[Collected data entries]
----------------------------------------

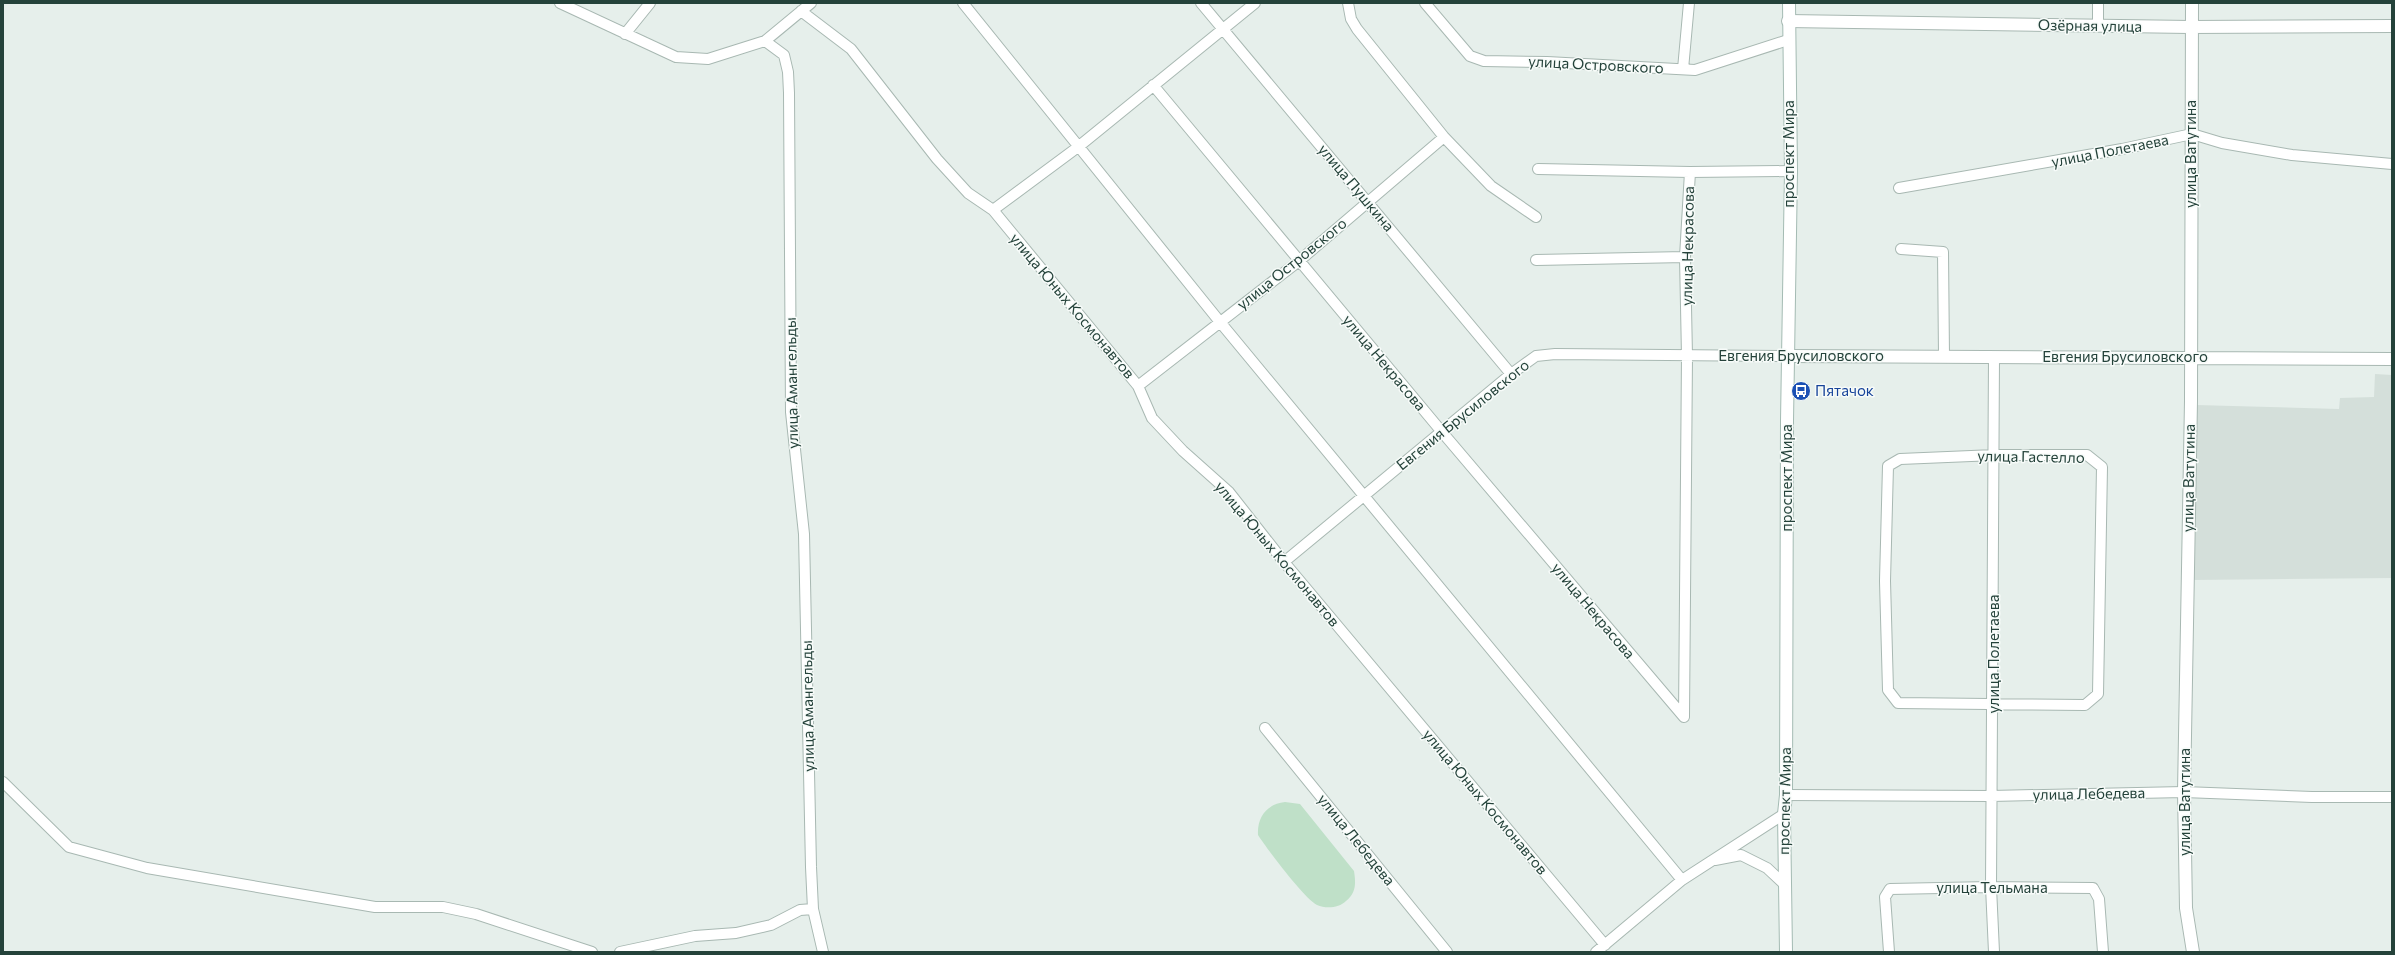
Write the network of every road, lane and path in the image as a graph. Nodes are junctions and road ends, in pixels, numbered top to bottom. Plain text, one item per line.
1 (560, 3) edge
2 (650, 3) edge
3 (811, 3) edge
4 (963, 3) edge
5 (1201, 3) edge
6 (1255, 3) edge
7 (1348, 3) edge
8 (1425, 3) edge
9 (1689, 3) edge
10 (1789, 3) edge
11 (2098, 3) edge
12 (2192, 3) edge
13 (801, 11) junction
14 (1788, 21) junction
15 (2098, 26) junction
16 (2392, 26) edge
17 (2190, 27) junction
18 (1222, 29) junction
19 (625, 34) junction
20 (1788, 40) junction
21 (765, 41) junction
22 (1683, 69) junction
23 (1153, 85) junction
24 (2192, 134) junction
25 (1444, 137) junction
26 (1078, 147) junction
27 (2392, 164) edge
28 (1538, 169) dead end
29 (1791, 171) junction
30 (1690, 172) junction
31 (1900, 188) dead end
32 (1367, 201) junction
33 (993, 210) junction
34 (1536, 217) dead end
35 (1901, 249) dead end
36 (1685, 257) junction
37 (1536, 260) dead end
38 (1299, 261) junction
39 (1220, 322) junction
40 (1687, 356) junction
41 (1788, 356) junction
42 (1944, 356) junction
43 (1994, 357) junction
44 (2191, 357) junction
45 (2392, 359) edge
46 (1511, 374) junction
47 (1138, 386) junction
48 (1442, 432) junction
49 (1995, 455) junction
50 (1365, 496) junction
51 (1284, 562) junction
52 (1994, 704) junction
53 (1265, 728) dead end
54 (3, 782) edge
55 (2184, 792) junction
56 (1786, 795) junction
57 (1992, 796) junction
58 (2392, 797) edge
59 (1784, 814) junction
60 (1713, 861) junction
61 (1682, 880) junction
62 (1784, 884) junction
63 (1991, 887) junction
64 (813, 909) junction
65 (1605, 945) junction
66 (592, 952) edge
67 (620, 952) edge
68 (823, 952) edge
69 (1447, 952) edge
70 (1596, 952) edge
71 (1786, 952) edge
72 (1889, 952) edge
73 (1994, 952) edge
74 (2103, 952) edge
75 (2193, 952) edge

1 - 19 street
2 - 19 street
3 - 13 street
4 - 26 street
5 - 18 street, улица Пушкина
6 - 18 street
7 - 25 street
8 - 22 street, улица Островского
9 - 22 street
10 - 14 street, проспект Мира
11 - 15 street
12 - 17 street, улица Ватутина
13 - 21 street
13 - 33 street, улица Юных Космонавтов
14 - 15 street, Озёрная улица
14 - 20 street, проспект Мира
15 - 17 street, Озёрная улица
16 - 17 street, Озёрная улица
17 - 24 street, улица Ватутина
18 - 23 street
18 - 32 street, улица Пушкина
19 - 21 street
20 - 22 street, улица Островского
20 - 29 street, проспект Мира
21 - 64 street, улица Амангельды
23 - 26 street
23 - 38 street, улица Некрасова
24 - 27 street, улица Полетаева
24 - 31 street, улица Полетаева
24 - 44 street, улица Ватутина
25 - 32 street, улица Островского
25 - 34 street
26 - 33 street
26 - 39 street
28 - 30 street
29 - 30 street
29 - 41 street, проспект Мира
30 - 36 street, улица Некрасова
32 - 38 street, улица Островского
32 - 46 street, улица Пушкина
33 - 47 street, улица Юных Космонавтов
35 - 42 street
36 - 37 street
36 - 40 street, улица Некрасова
38 - 39 street, улица Островского
38 - 48 street, улица Некрасова
39 - 47 street, улица Островского
39 - 50 street
40 - 41 street, Евгения Брусиловского
40 - 46 street, Евгения Брусиловского
40 - 48 street, улица Некрасова
41 - 42 street, Евгения Брусиловского
41 - 56 street, проспект Мира
42 - 43 street, Евгения Брусиловского
43 - 44 street, Евгения Брусиловского
43 - 49 street, улица Полетаева
44 - 45 street, Евгения Брусиловского
44 - 55 street, улица Ватутина
46 - 48 street, Евгения Брусиловского
47 - 51 street, улица Юных Космонавтов
48 - 50 street, Евгения Брусиловского
49 - 52 street, улица Полетаева
49 - 52 street, улица Гастелло
49 - 52 street, улица Гастелло
50 - 51 street, Евгения Брусиловского
50 - 61 street
51 - 65 street, улица Юных Космонавтов
52 - 57 street, улица Полетаева
53 - 69 street, улица Лебедева
54 - 66 street
55 - 57 street, улица Лебедева
55 - 58 street, улица Лебедева
55 - 75 street, улица Ватутина
56 - 57 street, улица Лебедева
56 - 59 street, проспект Мира
57 - 63 street, улица Полетаева
59 - 60 street
59 - 62 street, проспект Мира
60 - 61 street
60 - 62 street
61 - 65 street
62 - 71 street, проспект Мира
63 - 72 street, улица Тельмана
63 - 73 street, улица Полетаева
63 - 74 street, улица Тельмана
64 - 67 street
64 - 68 street, улица Амангельды
65 - 70 street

----------------------------------------

» EXERCISE INSTRUCTIONS: Filter the records down to the lines containing the word "Полетаева", and copy those.

» FINISHED EXERCISE:
24 - 27 street, улица Полетаева
24 - 31 street, улица Полетаева
43 - 49 street, улица Полетаева
49 - 52 street, улица Полетаева
52 - 57 street, улица Полетаева
57 - 63 street, улица Полетаева
63 - 73 street, улица Полетаева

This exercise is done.